As she neared her driveway she saw something lying in the middle of the street. As she got closer she saw it was the cardboard box the neighbor kids had been using to house the litter of puppies that their dog had delivered a few weeks earlier. The hand scrawled “Free Puppies” in neon pink marker, was plainly visible, written across one side, which now faced upward, as the empty box was now lying on its side. That’s odd, she thought as she swerved into her driveway.
Then she saw the florid streak of blood that trailed from the dark maw of the upended box. It seemed to stretch from the box in the street up and over the curb and onto the sidewalk. She followed it with her eyes as she parked. It continued across the sidewalk and up the walkway to the front porch, and beyond. “What the hell?” she stammered. Had something happened to the puppies, or to the neighbor kids? As the horrid thought of kids being mowed down in the street with puppies blossomed in her mind, she rushed from the car toward her house, following the dark grisly trail to the door.

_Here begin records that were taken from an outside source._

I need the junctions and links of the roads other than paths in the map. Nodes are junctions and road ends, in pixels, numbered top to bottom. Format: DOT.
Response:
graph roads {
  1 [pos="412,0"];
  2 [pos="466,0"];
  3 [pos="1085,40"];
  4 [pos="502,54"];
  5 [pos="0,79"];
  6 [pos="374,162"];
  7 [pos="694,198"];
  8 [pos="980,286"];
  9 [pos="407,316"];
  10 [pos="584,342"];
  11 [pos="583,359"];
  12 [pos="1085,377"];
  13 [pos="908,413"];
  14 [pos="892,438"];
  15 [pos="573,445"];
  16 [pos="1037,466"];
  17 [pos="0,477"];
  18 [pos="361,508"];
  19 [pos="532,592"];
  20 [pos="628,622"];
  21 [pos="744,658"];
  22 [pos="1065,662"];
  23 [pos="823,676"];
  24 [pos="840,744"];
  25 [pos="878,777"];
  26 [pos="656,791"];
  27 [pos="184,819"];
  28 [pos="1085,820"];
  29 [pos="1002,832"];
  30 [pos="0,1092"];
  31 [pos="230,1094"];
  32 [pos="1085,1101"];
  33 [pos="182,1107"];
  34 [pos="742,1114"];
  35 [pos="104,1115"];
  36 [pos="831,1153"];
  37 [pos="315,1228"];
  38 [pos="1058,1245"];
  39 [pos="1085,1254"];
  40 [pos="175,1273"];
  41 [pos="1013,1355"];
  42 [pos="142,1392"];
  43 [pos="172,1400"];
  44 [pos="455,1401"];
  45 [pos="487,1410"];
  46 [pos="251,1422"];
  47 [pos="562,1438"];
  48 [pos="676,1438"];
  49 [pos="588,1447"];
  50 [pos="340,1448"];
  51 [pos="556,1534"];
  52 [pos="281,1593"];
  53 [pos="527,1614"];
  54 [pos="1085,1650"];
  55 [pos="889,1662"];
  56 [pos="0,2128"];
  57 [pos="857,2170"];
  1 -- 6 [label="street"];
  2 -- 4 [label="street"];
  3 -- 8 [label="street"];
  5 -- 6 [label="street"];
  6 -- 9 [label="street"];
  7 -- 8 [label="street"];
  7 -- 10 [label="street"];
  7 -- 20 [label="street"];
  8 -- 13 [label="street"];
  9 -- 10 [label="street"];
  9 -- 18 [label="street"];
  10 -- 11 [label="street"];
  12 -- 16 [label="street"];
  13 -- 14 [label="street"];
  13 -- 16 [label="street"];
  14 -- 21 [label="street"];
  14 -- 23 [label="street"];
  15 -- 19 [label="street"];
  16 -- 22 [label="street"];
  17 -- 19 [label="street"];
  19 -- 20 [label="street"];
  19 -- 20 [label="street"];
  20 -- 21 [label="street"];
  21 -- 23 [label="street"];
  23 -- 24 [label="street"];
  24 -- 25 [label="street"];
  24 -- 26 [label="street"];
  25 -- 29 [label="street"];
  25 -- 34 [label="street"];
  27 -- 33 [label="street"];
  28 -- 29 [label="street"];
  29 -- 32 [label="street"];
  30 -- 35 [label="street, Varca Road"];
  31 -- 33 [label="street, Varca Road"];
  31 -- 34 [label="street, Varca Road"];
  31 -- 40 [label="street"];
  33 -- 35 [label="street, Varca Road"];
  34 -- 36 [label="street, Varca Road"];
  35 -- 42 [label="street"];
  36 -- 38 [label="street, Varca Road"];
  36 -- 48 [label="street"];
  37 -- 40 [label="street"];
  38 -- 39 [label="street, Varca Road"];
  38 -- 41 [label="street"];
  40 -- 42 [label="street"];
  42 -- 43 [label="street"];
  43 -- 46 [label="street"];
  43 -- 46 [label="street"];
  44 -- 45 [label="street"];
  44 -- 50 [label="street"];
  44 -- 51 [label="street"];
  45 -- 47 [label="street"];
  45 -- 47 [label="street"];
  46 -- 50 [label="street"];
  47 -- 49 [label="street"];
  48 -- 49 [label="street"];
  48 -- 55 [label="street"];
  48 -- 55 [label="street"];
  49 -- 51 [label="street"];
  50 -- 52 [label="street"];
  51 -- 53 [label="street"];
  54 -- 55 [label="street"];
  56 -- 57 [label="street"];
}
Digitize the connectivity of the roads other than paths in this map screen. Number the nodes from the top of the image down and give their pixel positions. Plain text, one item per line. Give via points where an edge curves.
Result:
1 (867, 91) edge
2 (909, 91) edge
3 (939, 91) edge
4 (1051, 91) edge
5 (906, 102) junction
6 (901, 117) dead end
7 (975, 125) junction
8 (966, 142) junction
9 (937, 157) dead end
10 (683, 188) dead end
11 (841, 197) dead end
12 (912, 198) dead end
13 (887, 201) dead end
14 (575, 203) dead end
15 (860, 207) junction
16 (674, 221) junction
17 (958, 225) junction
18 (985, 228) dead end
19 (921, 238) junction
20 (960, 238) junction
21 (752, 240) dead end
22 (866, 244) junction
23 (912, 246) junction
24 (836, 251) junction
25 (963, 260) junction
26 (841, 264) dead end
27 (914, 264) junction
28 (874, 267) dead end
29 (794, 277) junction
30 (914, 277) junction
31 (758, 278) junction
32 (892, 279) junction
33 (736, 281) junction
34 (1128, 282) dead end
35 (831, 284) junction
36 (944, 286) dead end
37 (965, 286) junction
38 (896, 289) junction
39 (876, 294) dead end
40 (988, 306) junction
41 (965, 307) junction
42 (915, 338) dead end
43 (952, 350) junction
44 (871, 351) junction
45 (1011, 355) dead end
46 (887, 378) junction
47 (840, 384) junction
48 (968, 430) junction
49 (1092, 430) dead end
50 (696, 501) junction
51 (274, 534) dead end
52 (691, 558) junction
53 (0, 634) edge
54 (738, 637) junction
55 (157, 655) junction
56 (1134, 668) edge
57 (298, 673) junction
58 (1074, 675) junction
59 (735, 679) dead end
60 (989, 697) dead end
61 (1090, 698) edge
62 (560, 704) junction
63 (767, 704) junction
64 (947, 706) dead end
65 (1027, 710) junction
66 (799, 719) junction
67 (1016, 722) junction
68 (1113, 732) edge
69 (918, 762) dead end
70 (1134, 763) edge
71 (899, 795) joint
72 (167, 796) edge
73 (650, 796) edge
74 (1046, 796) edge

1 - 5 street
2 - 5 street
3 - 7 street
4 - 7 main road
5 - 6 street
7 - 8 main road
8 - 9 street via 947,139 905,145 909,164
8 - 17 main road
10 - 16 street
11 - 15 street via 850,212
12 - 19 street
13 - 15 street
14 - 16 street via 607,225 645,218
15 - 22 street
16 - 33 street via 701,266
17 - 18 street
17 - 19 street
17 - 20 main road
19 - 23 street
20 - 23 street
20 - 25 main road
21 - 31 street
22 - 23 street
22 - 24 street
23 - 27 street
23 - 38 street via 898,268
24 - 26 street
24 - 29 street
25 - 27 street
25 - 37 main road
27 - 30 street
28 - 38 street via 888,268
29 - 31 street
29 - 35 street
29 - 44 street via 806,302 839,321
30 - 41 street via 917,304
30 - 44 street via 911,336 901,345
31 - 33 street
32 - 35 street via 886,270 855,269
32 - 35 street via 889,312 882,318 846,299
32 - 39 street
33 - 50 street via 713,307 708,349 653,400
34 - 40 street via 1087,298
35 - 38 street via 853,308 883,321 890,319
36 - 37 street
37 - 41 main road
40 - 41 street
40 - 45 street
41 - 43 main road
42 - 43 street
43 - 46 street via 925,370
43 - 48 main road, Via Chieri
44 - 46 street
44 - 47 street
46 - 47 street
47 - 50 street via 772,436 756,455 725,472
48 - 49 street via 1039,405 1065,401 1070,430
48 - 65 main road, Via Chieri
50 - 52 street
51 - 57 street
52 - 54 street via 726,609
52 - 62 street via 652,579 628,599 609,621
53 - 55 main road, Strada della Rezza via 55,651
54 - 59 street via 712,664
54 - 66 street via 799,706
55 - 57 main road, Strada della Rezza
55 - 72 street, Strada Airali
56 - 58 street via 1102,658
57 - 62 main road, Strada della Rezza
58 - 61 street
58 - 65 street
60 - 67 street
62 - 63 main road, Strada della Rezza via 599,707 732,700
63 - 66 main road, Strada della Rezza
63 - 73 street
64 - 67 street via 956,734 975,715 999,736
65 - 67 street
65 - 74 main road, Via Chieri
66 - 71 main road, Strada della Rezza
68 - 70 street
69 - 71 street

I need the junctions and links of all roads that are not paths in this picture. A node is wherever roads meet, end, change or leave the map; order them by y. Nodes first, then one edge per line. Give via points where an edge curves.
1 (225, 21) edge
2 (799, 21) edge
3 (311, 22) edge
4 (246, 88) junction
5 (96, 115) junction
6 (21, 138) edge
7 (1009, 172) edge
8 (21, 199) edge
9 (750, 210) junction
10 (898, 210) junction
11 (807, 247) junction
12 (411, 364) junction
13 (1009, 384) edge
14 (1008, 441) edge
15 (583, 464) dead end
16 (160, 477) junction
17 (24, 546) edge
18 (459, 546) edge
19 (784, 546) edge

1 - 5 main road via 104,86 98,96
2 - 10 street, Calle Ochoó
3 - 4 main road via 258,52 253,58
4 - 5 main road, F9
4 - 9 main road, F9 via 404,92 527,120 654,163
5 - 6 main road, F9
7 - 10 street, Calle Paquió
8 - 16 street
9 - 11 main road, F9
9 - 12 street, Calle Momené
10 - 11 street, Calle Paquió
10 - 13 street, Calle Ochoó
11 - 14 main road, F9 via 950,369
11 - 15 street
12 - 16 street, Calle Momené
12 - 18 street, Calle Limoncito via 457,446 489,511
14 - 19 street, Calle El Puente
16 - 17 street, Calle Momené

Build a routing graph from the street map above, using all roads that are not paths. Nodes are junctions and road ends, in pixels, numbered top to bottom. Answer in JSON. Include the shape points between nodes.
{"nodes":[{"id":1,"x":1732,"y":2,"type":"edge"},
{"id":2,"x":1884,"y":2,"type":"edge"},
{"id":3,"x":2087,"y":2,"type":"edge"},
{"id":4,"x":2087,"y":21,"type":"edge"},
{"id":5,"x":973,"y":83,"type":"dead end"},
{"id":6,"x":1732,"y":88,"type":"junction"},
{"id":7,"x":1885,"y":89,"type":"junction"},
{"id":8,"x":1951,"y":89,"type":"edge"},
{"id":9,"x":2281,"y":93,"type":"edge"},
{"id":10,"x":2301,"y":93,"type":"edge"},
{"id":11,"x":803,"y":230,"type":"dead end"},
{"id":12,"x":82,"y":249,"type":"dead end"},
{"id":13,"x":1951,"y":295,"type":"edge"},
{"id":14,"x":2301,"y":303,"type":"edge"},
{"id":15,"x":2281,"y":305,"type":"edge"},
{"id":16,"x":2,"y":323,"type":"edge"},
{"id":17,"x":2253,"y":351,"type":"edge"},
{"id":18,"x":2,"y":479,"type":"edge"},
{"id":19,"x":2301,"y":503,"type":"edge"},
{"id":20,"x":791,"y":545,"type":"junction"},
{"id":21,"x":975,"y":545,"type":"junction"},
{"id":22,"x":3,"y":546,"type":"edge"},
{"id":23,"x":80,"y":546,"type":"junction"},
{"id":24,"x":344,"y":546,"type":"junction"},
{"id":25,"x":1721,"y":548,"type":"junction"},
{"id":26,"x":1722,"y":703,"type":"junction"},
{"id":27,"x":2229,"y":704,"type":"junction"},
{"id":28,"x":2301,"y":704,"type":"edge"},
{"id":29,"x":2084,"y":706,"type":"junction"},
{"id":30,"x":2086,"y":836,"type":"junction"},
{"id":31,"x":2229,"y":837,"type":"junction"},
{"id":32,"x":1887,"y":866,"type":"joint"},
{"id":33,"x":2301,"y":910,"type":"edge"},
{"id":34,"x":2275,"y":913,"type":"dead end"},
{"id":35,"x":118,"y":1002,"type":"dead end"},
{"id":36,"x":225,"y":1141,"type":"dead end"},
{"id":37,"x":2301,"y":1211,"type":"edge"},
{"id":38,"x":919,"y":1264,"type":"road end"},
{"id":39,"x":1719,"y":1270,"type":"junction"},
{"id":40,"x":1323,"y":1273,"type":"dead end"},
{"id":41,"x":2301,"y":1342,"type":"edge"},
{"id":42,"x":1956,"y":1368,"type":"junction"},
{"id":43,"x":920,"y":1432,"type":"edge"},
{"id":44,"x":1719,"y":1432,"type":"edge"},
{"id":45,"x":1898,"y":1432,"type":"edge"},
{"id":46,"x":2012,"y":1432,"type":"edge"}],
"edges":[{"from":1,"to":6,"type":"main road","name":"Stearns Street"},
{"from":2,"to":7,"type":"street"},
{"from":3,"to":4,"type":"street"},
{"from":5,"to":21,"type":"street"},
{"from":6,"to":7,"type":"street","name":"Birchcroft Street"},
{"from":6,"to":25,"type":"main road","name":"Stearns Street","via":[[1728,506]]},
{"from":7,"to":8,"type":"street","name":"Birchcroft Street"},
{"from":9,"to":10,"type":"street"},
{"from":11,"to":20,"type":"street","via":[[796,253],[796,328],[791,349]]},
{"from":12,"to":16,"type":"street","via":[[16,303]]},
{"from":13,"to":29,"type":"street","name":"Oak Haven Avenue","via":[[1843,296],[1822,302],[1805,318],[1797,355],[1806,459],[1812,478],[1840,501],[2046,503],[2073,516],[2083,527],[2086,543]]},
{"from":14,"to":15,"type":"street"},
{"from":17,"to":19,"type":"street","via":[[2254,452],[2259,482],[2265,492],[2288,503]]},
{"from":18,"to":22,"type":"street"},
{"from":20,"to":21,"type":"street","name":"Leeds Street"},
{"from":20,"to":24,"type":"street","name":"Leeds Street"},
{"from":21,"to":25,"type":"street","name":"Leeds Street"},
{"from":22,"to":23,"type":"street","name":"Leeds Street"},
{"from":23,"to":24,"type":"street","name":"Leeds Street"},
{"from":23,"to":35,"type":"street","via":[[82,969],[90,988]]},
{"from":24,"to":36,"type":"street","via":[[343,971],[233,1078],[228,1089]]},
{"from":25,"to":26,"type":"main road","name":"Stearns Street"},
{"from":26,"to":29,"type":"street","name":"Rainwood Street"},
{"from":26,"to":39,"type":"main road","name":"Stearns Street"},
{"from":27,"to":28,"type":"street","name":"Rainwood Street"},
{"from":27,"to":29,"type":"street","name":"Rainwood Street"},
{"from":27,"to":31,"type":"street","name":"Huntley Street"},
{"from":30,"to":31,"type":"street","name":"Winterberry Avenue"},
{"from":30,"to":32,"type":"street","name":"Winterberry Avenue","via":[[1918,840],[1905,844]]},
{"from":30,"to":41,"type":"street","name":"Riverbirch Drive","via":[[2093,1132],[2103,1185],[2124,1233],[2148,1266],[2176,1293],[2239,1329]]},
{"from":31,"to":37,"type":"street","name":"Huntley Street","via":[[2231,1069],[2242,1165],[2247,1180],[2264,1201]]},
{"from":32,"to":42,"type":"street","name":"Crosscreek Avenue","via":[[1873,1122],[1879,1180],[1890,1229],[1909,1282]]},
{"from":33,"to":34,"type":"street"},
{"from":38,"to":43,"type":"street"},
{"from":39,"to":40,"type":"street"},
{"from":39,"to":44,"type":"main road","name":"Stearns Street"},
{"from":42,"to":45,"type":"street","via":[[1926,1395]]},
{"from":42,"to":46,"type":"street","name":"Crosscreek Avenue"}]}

She burst in through her front door, fear and worry growing steadily with each step, as the trail leading her way now contained bits of fur and chunks of god knew what. She threw her briefcase down on the foyer floor and rounded the corner into the living room. Both of her children were sitting on the floor in the middle of the room, a mound of bloodied fur surrounding them both. They were covered head to toe in blood and vile guts; fur sticking to them at odd angles and in clumps as if they themselves were sprouting an animal’s coat.
Neither child looked toward their mother as they continued, what to her horror, she realized was play. They swung the ragged remains of puppies around by their legs and tails, flipping them into the air as they giggled and laughed. Blood covered the floor in a thickening pool. It congealed on the sofa and curtains and lamps in a splatter pattern Pollock would have been proud of. “What the hell is going on here?” she asked, her eyes wide with disgust. “Where is your father?”
The children paid her no attention, continuing their macabre game, wringing the last of the blood from their once living toys. Sarah marched over to her youngest child and spun her around to face her. “Why are you doing this, Becky?” The girl looked up into her mother’s eyes with eyes that were as black and soulless as a skull’s, and smiled wide. Even her teeth were colored pink with blood. “Jesus, what are you doing?!” she shouted at them both. Donny now looked at his mother and smiled as well. Sarah’s blood chilled at the sight of them both.
“Where the hell is your father?” she asked again, backing away from them, tremors of fear now gripping her.
In unison they answered in voices as foreign to her children’s lips as that of the devil’s himself. “Zirnek demands the blood.” They then went about their play.
“Zirnek? What’s Zir…?”
“Zirnek demands the blood,” they both interrupted, once again in perfect, chilling unison.
“Goddammit, what is…?”
“Zirnek demands the blood,” they uttered again, still playing with the bloody corpses.
“Who the fuck is Zirnek?!” she yelled, tears beginning to stream from her eyes. She stumbled and caught herself as she staggered backwards toward the hall, away from the things that were her children when she had left for work this morning. She had reached the archway to the hallway and foyer when she bumped into something solid and soft. She spun around on shaky legs to see her husband standing behind her. His bloodied face lit up with a wide pink smile as he looked down at his wife.
“Zirnek demands the blood” he said in a dark raspy voice that was nothing like his own.
Sarah’s eyes grew to saucers as she saw the large kitchen knives he held in each bloody fist.
“Zirnek demands MORE blood,” he said as he lunged.